Selon les informations qui circulent, le Canadien a tenté de convaincre Hage de faire le saut. Une deuxième fois. Puis une 3e fois.
Encore une fois, la réponse a été non.
Évidemment, les explications existent.
La mère de Michael Hage a affirmé que sans sa blessure, son fils aurait probablement signé en avril.

La mère de Michael Hage, Rania, a tenu à mettre les choses au clair. Selon elle, son fils n’est pas retourné à l’Université du Michigan pour des raisons financières comme certains l'accusent. (il sera grassement payé dans la NCAA (voir plus loin dans l'article).
Elle affirme que la blessure subie à la fin de la saison dans la NCAA a véritablement ralenti son développement et que, sans cet incident, il aurait probablement signé son contrat avec le Canadien dès le printemps dernier.
C’est sa version des faits.. pour protéger son fils.
Mais il faut reconnaître qu’elle ne convainc pas tout le monde. Dans le hockey d’aujourd’hui, la NCAA n’est plus seulement un circuit de développement. Avec les ententes de nom, image et ressemblance (NIL), les meilleurs joueurs peuvent toucher des revenus très importants tout en profitant d’un environnement universitaire exceptionnel.
Le Canadien possède des médecins, des préparateurs physiques et des ressources parmi les meilleures de la LNH. Voilà pourquoi certains ont du mal à croire qu’une blessure, à elle seule, explique le choix d’un espoir aussi dominant de repousser son arrivée chez les professionnels.
Soyons sérieux. Hage a choisi le "cash".
L’argument du développement sonne faux. Hage veut revenir comme premier centre de Michigan, jouer dans toutes les situations, poursuivre sa progression et arriver chez les professionnels avec un rôle important plutôt que de simplement survivre dans un alignement.
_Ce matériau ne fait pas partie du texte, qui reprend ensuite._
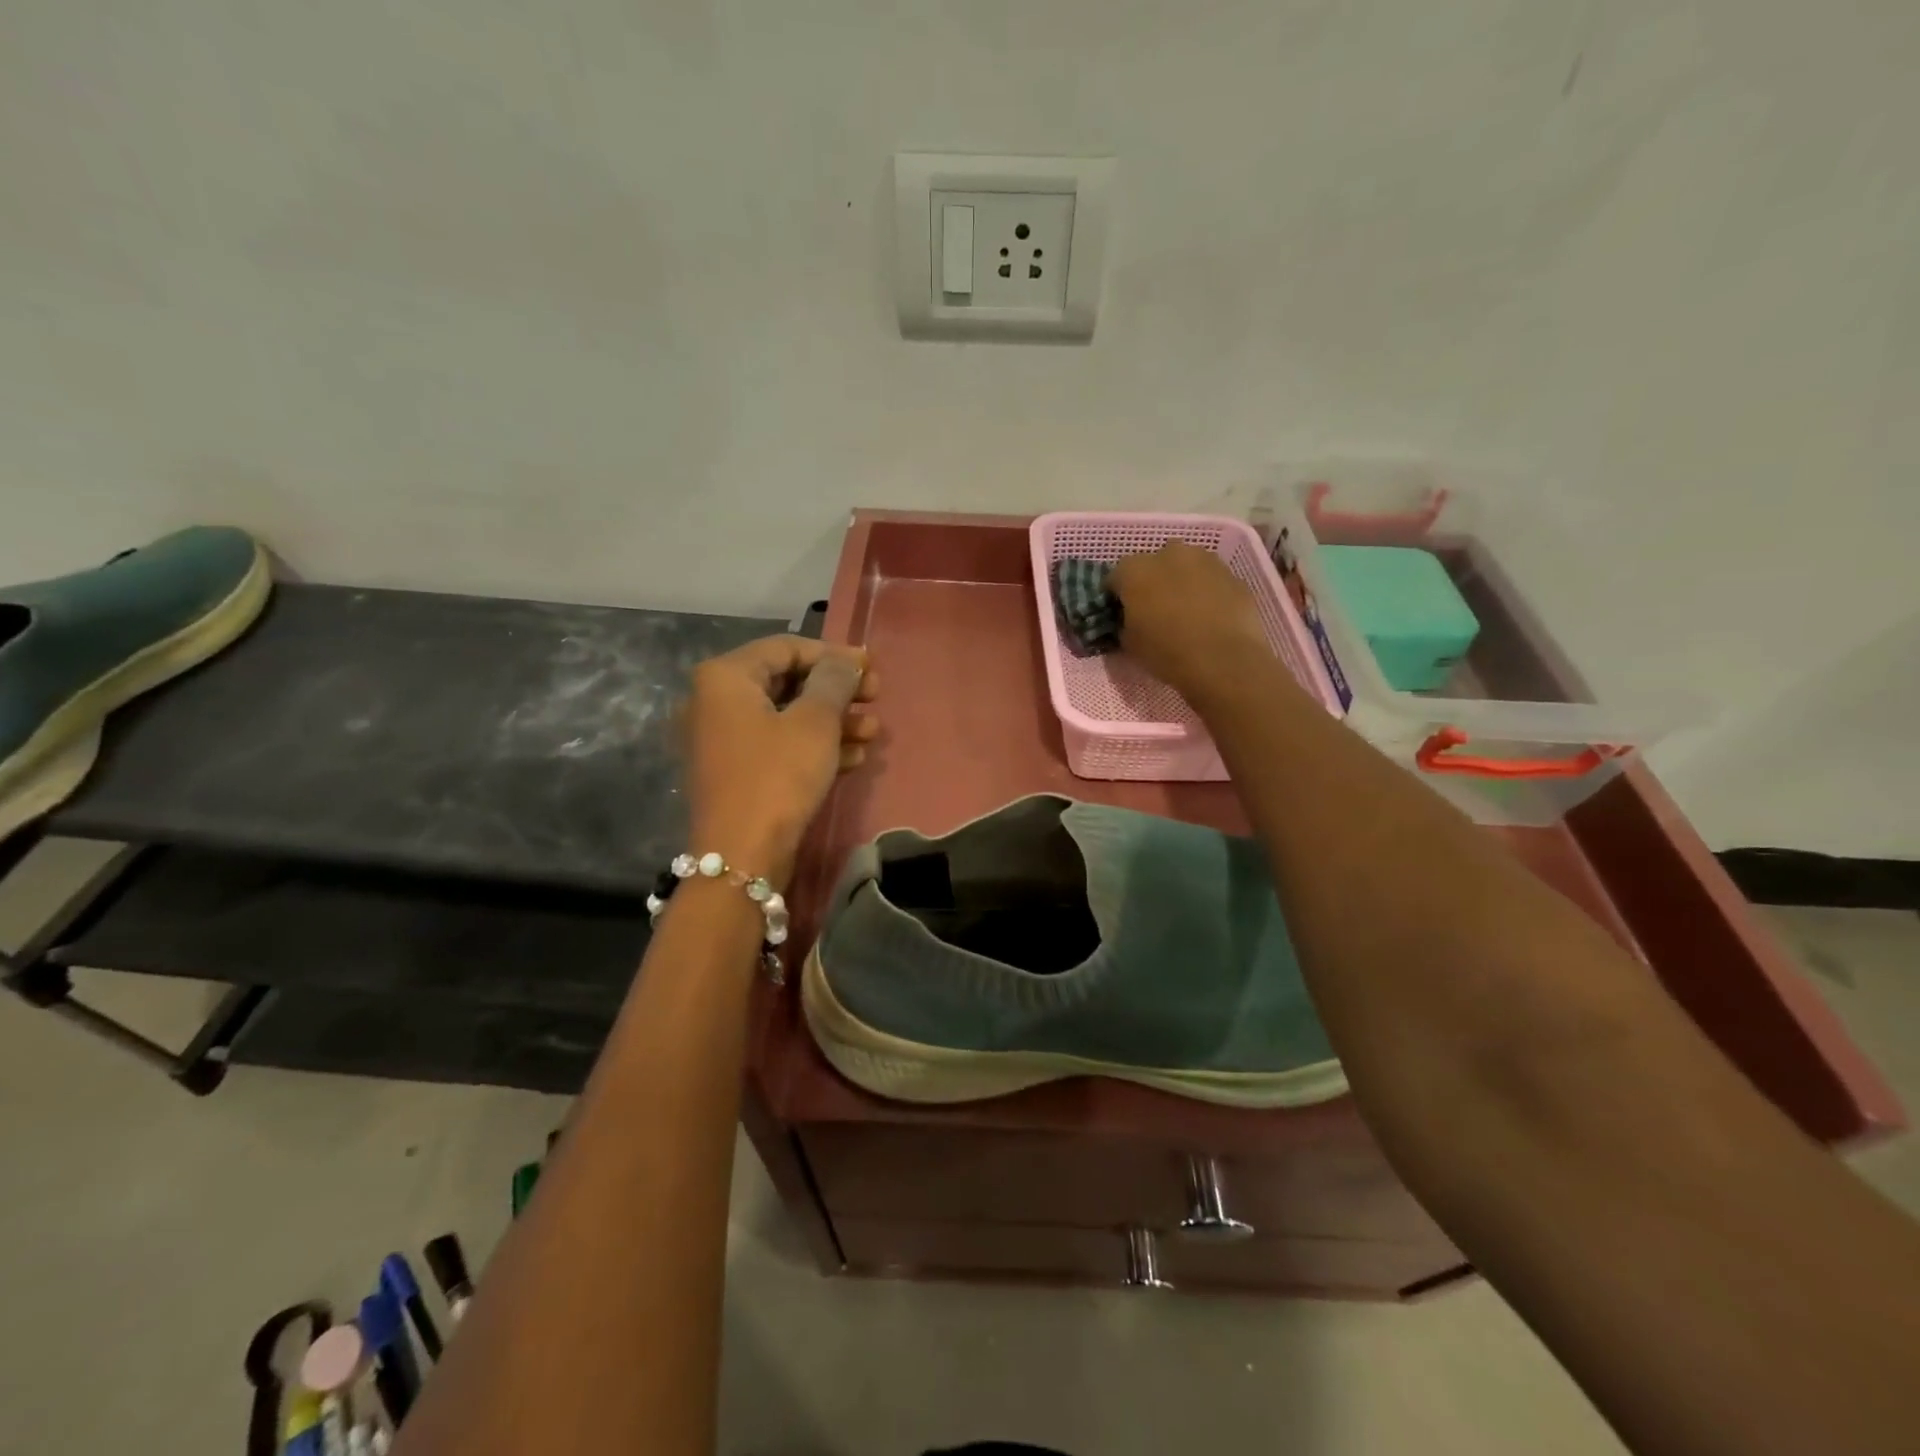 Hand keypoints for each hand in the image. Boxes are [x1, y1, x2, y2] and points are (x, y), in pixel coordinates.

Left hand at [683, 636, 877, 884]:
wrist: (742, 857)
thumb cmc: (778, 777)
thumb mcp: (815, 723)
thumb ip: (834, 681)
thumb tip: (847, 660)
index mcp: (725, 678)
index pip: (786, 648)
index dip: (833, 655)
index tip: (871, 667)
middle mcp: (716, 702)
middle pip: (788, 682)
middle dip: (837, 690)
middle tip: (876, 697)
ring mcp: (724, 740)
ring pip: (787, 716)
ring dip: (833, 721)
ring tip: (873, 732)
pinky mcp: (737, 772)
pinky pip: (779, 745)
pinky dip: (815, 746)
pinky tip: (855, 756)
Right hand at [1107, 541, 1269, 698]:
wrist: (1224, 660)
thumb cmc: (1167, 652)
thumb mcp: (1129, 644)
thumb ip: (1124, 623)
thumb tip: (1130, 619)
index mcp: (1135, 570)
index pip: (1115, 578)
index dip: (1117, 597)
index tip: (1122, 615)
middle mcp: (1168, 554)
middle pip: (1153, 565)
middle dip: (1151, 583)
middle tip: (1154, 611)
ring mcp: (1205, 560)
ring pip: (1185, 567)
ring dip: (1181, 582)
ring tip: (1185, 612)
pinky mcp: (1232, 574)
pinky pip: (1211, 580)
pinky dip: (1207, 592)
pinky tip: (1209, 616)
Un espoir de premier plan, à 20 ans, n'a pas peur de la LNH.
Max Pacioretty, maintenant entraîneur adjoint à Michigan, partage cette philosophie depuis toujours. Lui-même avait déjà expliqué qu’il préférait dominer dans la Ligue américaine plutôt que d’occuper un rôle marginal dans la LNH.
Mais doit-on rappeler que Pacioretty était un joueur tellement "soft" ?
Pas sûr que Hage soit sous bonnes mains avec Pacioretty qui ne voulait pas se casser un ongle en allant dans le coin.
Plusieurs personnes près du dossier reconnaissent également que Michael Hage adore sa vie au Michigan.
Le campus.
Les jeunes femmes à ses pieds.
Les amis.
L’ambiance universitaire.
Les installations.
Le gym.
Les matchs devant des amphithéâtres pleins.
Et maintenant, avec les règles NIL aux États-Unis, les étudiants-athlètes peuvent également toucher des revenus importants grâce à leur image.
Ce n’est plus la NCAA d’autrefois. Pour plusieurs vedettes universitaires, il est aujourd’hui possible de vivre très confortablement tout en poursuivant ses études.
Selon nos information, Hage va empocher en 400 000 et 500 000 dollars cette année.
À 20 ans, difficile de nier que cette qualité de vie peut être extrêmement séduisante. Il est tout simplement une "rock star au Michigan.
Quand un joueur est aussi dominant que Michael Hage, est-il normal qu’il choisisse encore la facilité du circuit universitaire?
Est-ce simplement une décision intelligente de développement?
Ou est-ce qu’on retarde inutilement l’étape suivante?
Pendant ce temps, d’autres organisations continuent de cogner à sa porte. On sait notamment que les Maple Leafs de Toronto ont démontré de l’intérêt dans le passé lorsque son nom circulait dans différents scénarios pour Matthew Knies.
Le Canadien, lui, continue d’attendre.
Encore.
Personne ne remet réellement en question le talent de Michael Hage.
Le potentiel est immense.
Mais lorsqu’un joueur semble déjà au-dessus du niveau auquel il évolue, il est normal que certains commencent à s’interroger.
Les plus grands compétiteurs veulent généralement se mesurer aux meilleurs le plus rapidement possible.
Le Canadien semble convaincu que Hage finira par signer en avril prochain.
Mais d’ici là, une question continuera de revenir.
Si Michael Hage est réellement prêt pour le hockey professionnel… pourquoi ressent-il encore le besoin de repousser ce défi?
Voilà la véritable interrogation qui entoure aujourd’hui l’un des plus beaux espoirs de l’organisation.